**REQUIRED WORK:** The entries are to be repeated exactly, with all pictures omitted.

**SOURCE MATERIAL:**
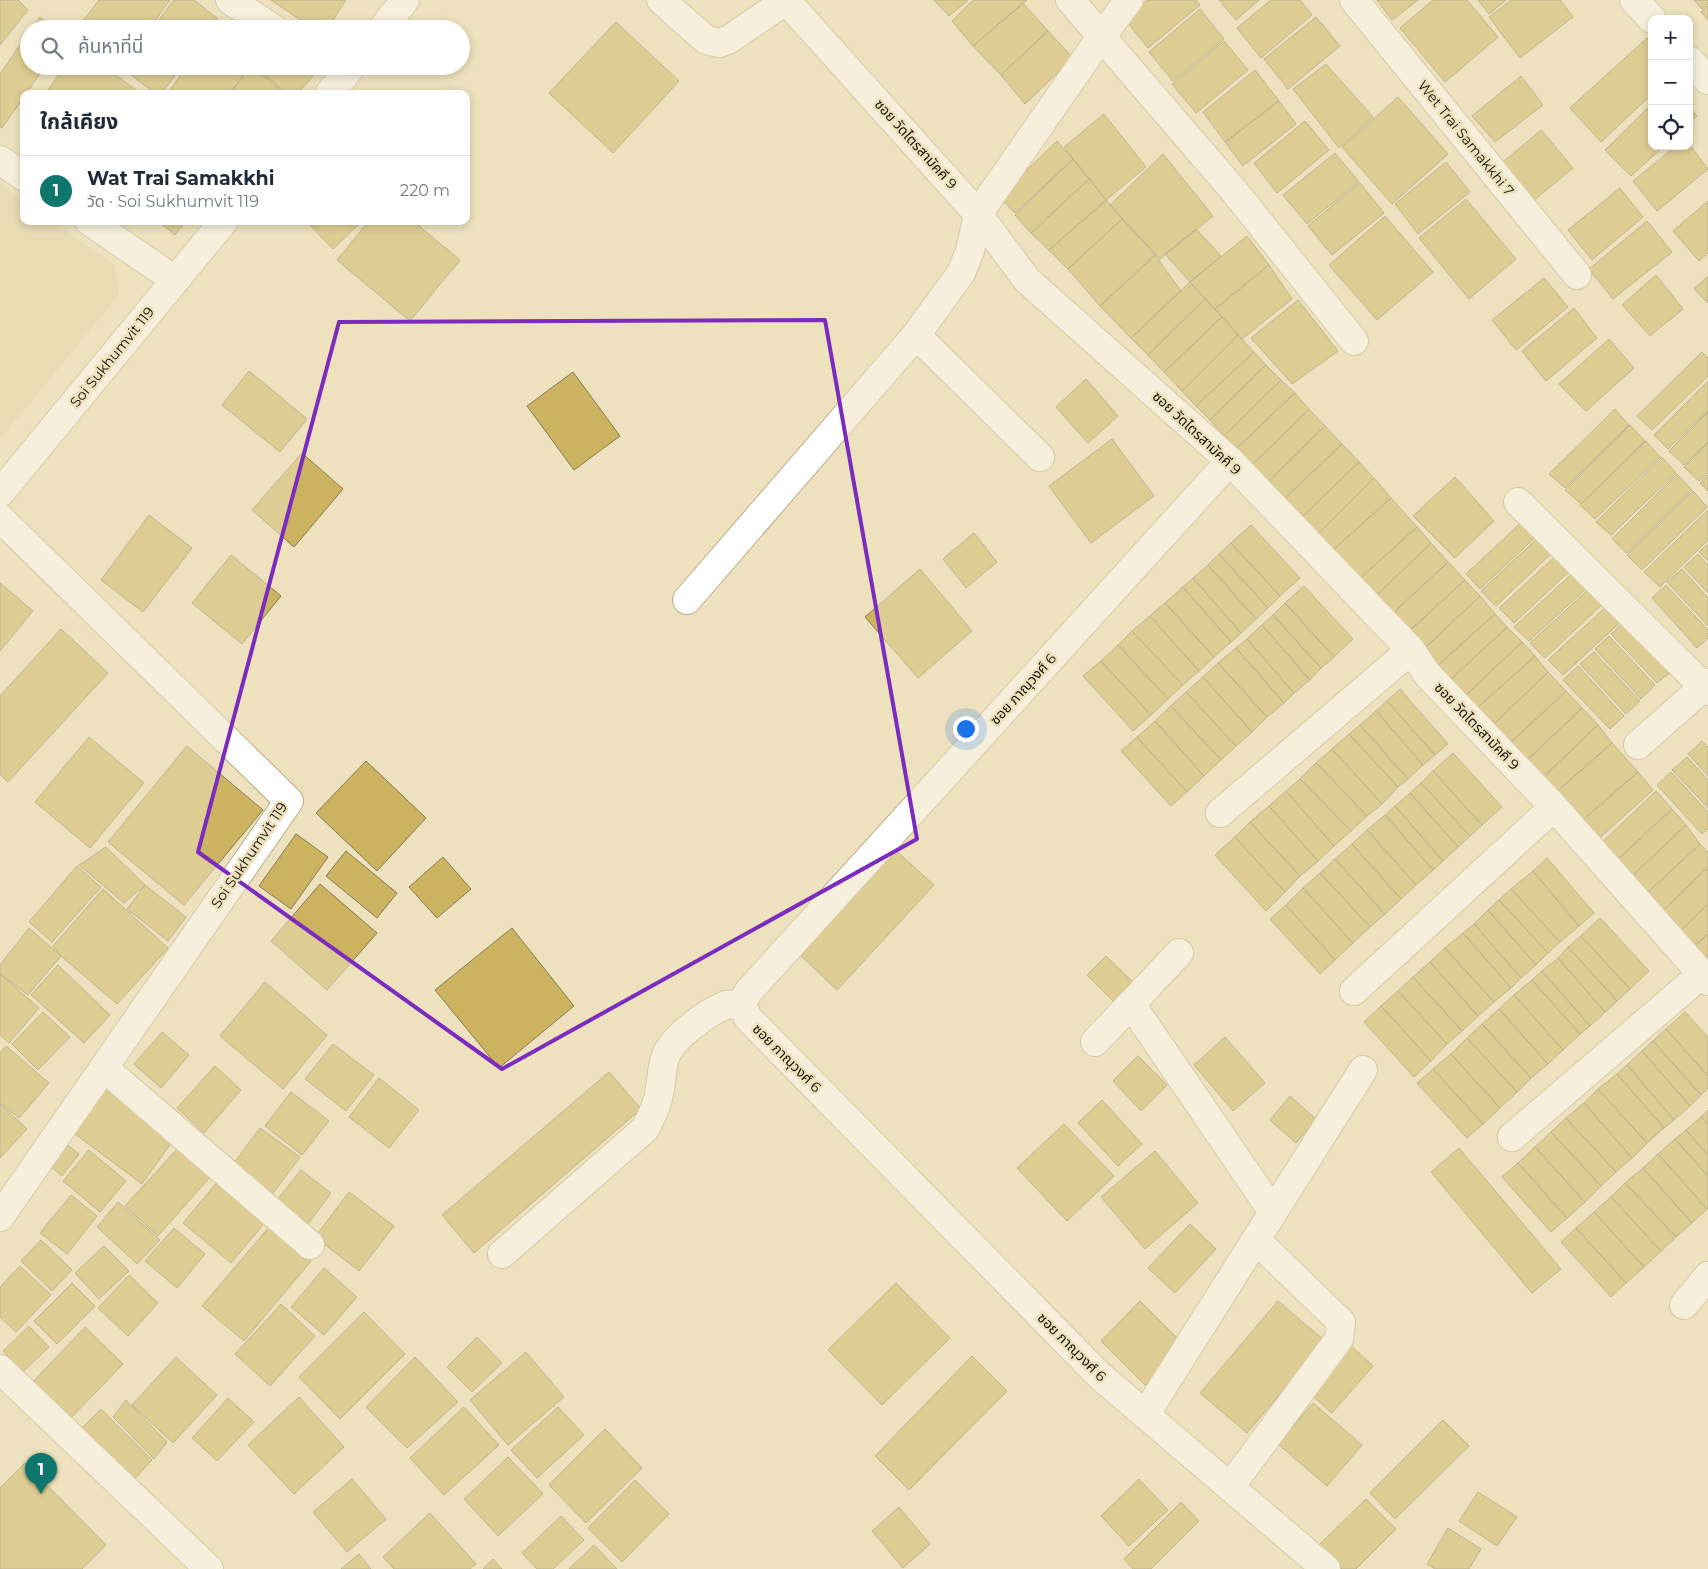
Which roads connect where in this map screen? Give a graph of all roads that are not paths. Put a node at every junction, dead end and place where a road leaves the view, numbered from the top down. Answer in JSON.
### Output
{"nodes":[{"id":1,"x":230,"y":0,"type":"edge"},
{"id":2,"x":405,"y":0,"type":"edge"},
{"id":3,"x":660,"y":0,"type":"edge"},
{"id":4,"x":1070,"y":0,"type":"edge"},
{"id":5,"x":1129,"y":0,"type":"edge"},
{"id":6,"x":1354,"y":0,"type":"edge"},
{"id":7,"x":1634,"y":0,"type":"edge"},
{"id":8,"x":1648,"y":15,"type":"edge"},
{"id":9,"x":260,"y":20,"type":"edge"},
{"id":10,"x":389,"y":20,"type":"edge"},
{"id":11,"x":1101,"y":37,"type":"junction"},
{"id":12,"x":1693,"y":64,"type":"edge"},
{"id":13,"x":1708,"y":80,"type":"edge"},
{"id":14,"x":0,"y":160,"type":"edge"},
{"id":15,"x":20,"y":174,"type":"edge"},
{"id":16,"x":978,"y":214,"type":"junction"},
{"id":17,"x":95,"y":225,"type":"edge"},
{"id":18,"x":221,"y":225,"type":"edge"},
{"id":19,"x":1577,"y":276,"type":"dead end"},
{"id":20,"x":175,"y":280,"type":"junction"},
{"id":21,"x":916,"y":335,"type":"junction"},
{"id":22,"x":1354,"y":341,"type":"dead end"},
{"id":23,"x":1040,"y":457,"type":"dead end"},
{"id":24,"x":1230,"y":461,"type":"junction"},
{"id":25,"x":0,"y":493,"type":"edge"},
{"id":26,"x":1518,"y":502,"type":"dead end"},
{"id":27,"x":0,"y":518,"type":"edge"},
{"id":28,"x":687,"y":600,"type":"dead end"},
{"id":29,"x":1411,"y":650,"type":"junction"},
{"id":30,"x":1707,"y":687,"type":"edge"},
{"id":31,"x":1638,"y":745,"type":"dead end"},
{"id":32,"x":1554,"y":807,"type":"junction"},
{"id":33,"x":1220,"y":813,"type":"dead end"},
{"id":34,"x":1179,"y":953,"type":"dead end"},
{"id":35,"x":1705,"y":978,"type":"edge"},
{"id":36,"x":1354,"y":991,"type":"dead end"},
{"id":37,"x":1131,"y":1004,"type":"junction"},
{"id":38,"x":742,"y":1005,"type":"junction"},
{"id":39,"x":1095,"y":1042,"type":"dead end"},
{"id":40,"x":104,"y":1068,"type":"junction"},
{"id":41,"x":1363,"y":1070,"type":"dead end"},
{"id":42,"x":1512,"y":1137,"type":"dead end"},
{"id":43,"x":1273,"y":1212,"type":"junction"},
{"id":44,"x":0,"y":1217,"type":"edge"},
{"id":45,"x":1256,"y":1240,"type":"junction"},
{"id":46,"x":310,"y":1246,"type":"dead end"},
{"id":47,"x":502,"y":1254,"type":"dead end"},
{"id":48,"x":1708,"y":1276,"type":"edge"},
{"id":49,"x":1684,"y":1305,"type":"dead end"},
{"id":50,"x":0,"y":1370,"type":"edge"},
{"id":51,"x":1145,"y":1415,"type":"junction"},
{"id":52,"x":1230,"y":1487,"type":"junction"},
{"id":53,"x":209,"y":1569,"type":"edge"},
{"id":54,"x":1326,"y":1569,"type":"edge"}],
"edges":[{"from":1,"to":9,"type":"street"},
{"from":2,"to":10,"type":"street"},
{"from":3,"to":16,"type":"street","name":"ซอย วัดไตรสามัคคี 9"},
{"from":4,"to":11,"type":"street"},
{"from":5,"to":11,"type":"street"},
{"from":6,"to":19,"type":"street","name":"Wet Trai Samakkhi 7"},
{"from":7,"to":8,"type":"street"},
{"from":11,"to":16,"type":"street"},
{"from":11,"to":22,"type":"street"},
{"from":12,"to":13,"type":"street"},
{"from":14,"to":15,"type":"street"},
{"from":16,"to":21,"type":"street"},
{"from":16,"to":24,"type":"street","name":"ซอย วัดไตรสามัคคี 9"},
{"from":17,"to":20,"type":"street"},
{"from":18,"to":20,"type":"street","name":"Soi Sukhumvit 119"},
{"from":20,"to":25,"type":"street","name":"Soi Sukhumvit 119"},
{"from":21,"to":23,"type":"street"},
{"from":21,"to":28,"type":"street"},
{"from":24,"to":29,"type":"street","name":"ซอย วัดไตรสามัคคี 9"},
{"from":24,"to":38,"type":"street","name":"ซอย ภาณุวงศ์ 6"},
{"from":26,"to":30,"type":"street"},
{"from":27,"to":40,"type":"street","name":"Soi Sukhumvit 119"},
{"from":29,"to":32,"type":"street","name":"ซอย วัดไตรสามัคคี 9"},
{"from":29,"to":33,"type":"street"},
{"from":30,"to":31,"type":"street"},
{"from":32,"to":35,"type":"street","name":"ซอย วัดไตรสามัคคี 9"},
{"from":32,"to":36,"type":"street"},
{"from":34,"to":37,"type":"street"},
{"from":35,"to":42,"type":"street"},
{"from":37,"to":39,"type":"street"},
{"from":37,"to":43,"type":"street"},
{"from":38,"to":47,"type":"street"},
{"from":38,"to":51,"type":"street","name":"ซอย ภาณุวงศ์ 6"},
{"from":40,"to":44,"type":"street","name":"Soi Sukhumvit 119"},
{"from":40,"to":46,"type":"street"},
{"from":41,"to":43,"type":"street"},
{"from":43,"to":45,"type":"street"},
{"from":45,"to":51,"type":"street"},
{"from":45,"to":52,"type":"street"},
{"from":48,"to":49,"type":"street"},
{"from":50,"to":53,"type":"street"},
{"from":51,"to":52,"type":"street","name":"ซอย ภาณุวงศ์ 6"},
{"from":52,"to":54,"type":"street","name":"ซอย ภาณุวงศ์ 6"}]}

**RESULT:**
Which roads connect where in this map screen? Give a graph of all roads that are not paths. Put a node at every junction, dead end and place where a road leaves the view, numbered from the top down. Answer in JSON.
### Output
{"nodes":[{"id":1,"x":230,"y":0,"type":"edge"},
{"id":2,"x":405,"y":0,"type":"edge"},
{"id":3,"x":660,"y":0,"type":"edge"},
{"id":4,"x":1070,"y":0,"type":"edge"},
{"id":5,"x":1129,"y":0,"type":"edge"},
{"id":6,"x":1354,"y":0,"type":"edge"},
{"id":7,"x":1634,"y":0,"type":"edge"},
{"id":8,"x":1648,"y":15,"type":"edge"},
{"id":9,"x":260,"y":20,"type":"edge"},
{"id":10,"x":389,"y":20,"type":"edge"},
{"id":11,"x":1101,"y":37,"type":"junction"},
{"id":12,"x":1693,"y":64,"type":"edge"},
{"id":13,"x":1708,"y":80,"type":"edge"},
{"id":14,"x":0,"y":160,"type":"edge"},
{"id":15,"x":20,"y":174,"type":"edge"},
{"id":16,"x":978,"y":214,"type":"junction"},
{"id":17,"x":95,"y":225,"type":"edge"},
{"id":18,"x":221,"y":225,"type":"edge"},
{"id":19,"x":1577,"y":276,"type":"dead end"},
{"id":20,"x":175,"y":280,"type":"junction"},
{"id":21,"x":916,"y":335,"type":"junction"},
{"id":22,"x":1354,"y":341,"type":"dead end"},
{"id":23,"x":1040,"y":457,"type":"dead end"},
{"id":24,"x":1230,"y":461,"type":"junction"},
{"id":25,"x":0,"y":493,"type":"edge"},
{"id":26,"x":1518,"y":502,"type":"dead end"},
{"id":27,"x":0,"y":518,"type":"edge"},
{"id":28,"x":687,"y":600,"type":"dead end"},
{"id":29,"x":1411,"y":650,"type":"junction"},
{"id":30,"x":1707,"y":687,"type":"edge"},
{"id":31,"x":1638,"y":745,"type":"dead end"},
{"id":32,"x":1554,"y":807,"type":"junction"},
{"id":33,"x":1220,"y":813,"type":"dead end"},
{"id":34,"x":1179,"y":953,"type":"dead end"},
{"id":35,"x":1705,"y":978,"type":"edge"},
{"id":36,"x":1354,"y":991,"type":"dead end"},
{"id":37,"x":1131,"y":1004,"type":"junction"},
{"id":38,"x":742,"y":1005,"type":"junction"},
{"id":39,"x":1095,"y":1042,"type":"dead end"},
{"id":40,"x":104,"y":1068,"type":"junction"},
{"id":41,"x":1363,"y":1070,"type":"dead end"},
{"id":42,"x":1512,"y":1137,"type":"dead end"},
{"id":43,"x":1273,"y":1212,"type":"junction"},
{"id":44,"x":0,"y":1217,"type":"edge"},
{"id":45,"x":1256,"y":1240,"type":"junction"},
{"id":46,"x":310,"y":1246,"type":"dead end"},
{"id":47,"x":502,"y":1254,"type":"dead end"},
{"id":48,"x":1708,"y":1276,"type":"edge"},
{"id":49,"x":1684,"y":1305,"type":"dead end"},
{"id":50,"x":0,"y":1370,"type":"edge"},
{"id":51,"x":1145,"y":1415,"type":"junction"},
{"id":52,"x":1230,"y":1487,"type":"junction"},
{"id":53,"x":209,"y":1569,"type":"edge"},
{"id":54,"x":1326,"y":1569,"type":"edge"}],
"edges":[{"from":1,"to":9,"type":"street"},
{"from":2,"to":10,"type":"street"},
{"from":3,"to":16,"type":"street","name":"ซอย วัดไตรสามัคคี 9"},
{"from":4,"to":11,"type":"street"},
{"from":5,"to":11,"type":"street"},
{"from":6,"to":19,"type":"street","name":"Wet Trai Samakkhi 7"},
{"from":7,"to":8,"type":"street"},
{"from":11,"to":16,"type":"street"},
{"from":11,"to":22,"type":"street"},
{"from":12,"to":13,"type":"street"},
{"from":14,"to":15,"type":"street"},
{"from":16,"to":21,"type":"street"},
{"from":16,"to":24,"type":"street","name":"ซอย วัดไตรสามัคคี 9"},
{"from":17,"to":20,"type":"street"},
{"from":18,"to":20,"type":"street","name":"Soi Sukhumvit 119"},
{"from":20,"to":25,"type":"street","name":"Soi Sukhumvit 119"},
{"from":21,"to":23,"type":"street"},
{"from":21,"to":28,"type":"street"},
{"from":24,"to":29,"type":"street","name":"ซอย วัดไตรสามัคคี 9"},
{"from":24,"to":38,"type":"street","name":"ซอย ภาณุวงศ์ 6"},
{"from":26,"to":30,"type":"street"},
{"from":27,"to":40,"type":"street","name":"Soi Sukhumvit 119"},
{"from":29,"to":32,"type":"street","name":"ซอย วัดไตรสามัคคี 9"},
{"from":29,"to":33,"type":"street"},
{"from":30,"to":31,"type":"street"},
{"from":32,"to":35,"type":"street","name":"ซอย วัดไตรสามัคคี 9"},
{"from":32,"to":36,"type":"street"},
{"from":34,"to":37,"type":"street"},
{"from":35,"to":42,"type":"street"},
{"from":37,"to":39,"type":"street"},
{"from":37,"to":43,"type":"street"},
{"from":38,"to":47,"type":"street"},
{"from":38,"to":51,"type":"street","name":"ซอย ภาณุวงศ์ 6"},
{"from":40,"to":44,"type":"street","name":"Soi Sukhumvit 119"},
{"from":40,"to":46,"type":"street"},
{"from":41,"to":43,"type":"street"},
{"from":43,"to":45,"type":"street"},
{"from":45,"to":51,"type":"street"},
{"from":45,"to":52,"type":"street"},
{"from":48,"to":49,"type":"street"},
{"from":50,"to":53,"type":"street"},
{"from":51,"to":52,"type":"street","name":"ซอย ภาณุวงศ์ 6"},
{"from":52,"to":54,"type":"street","name":"ซอย ภาณุวงศ์ 6"}]}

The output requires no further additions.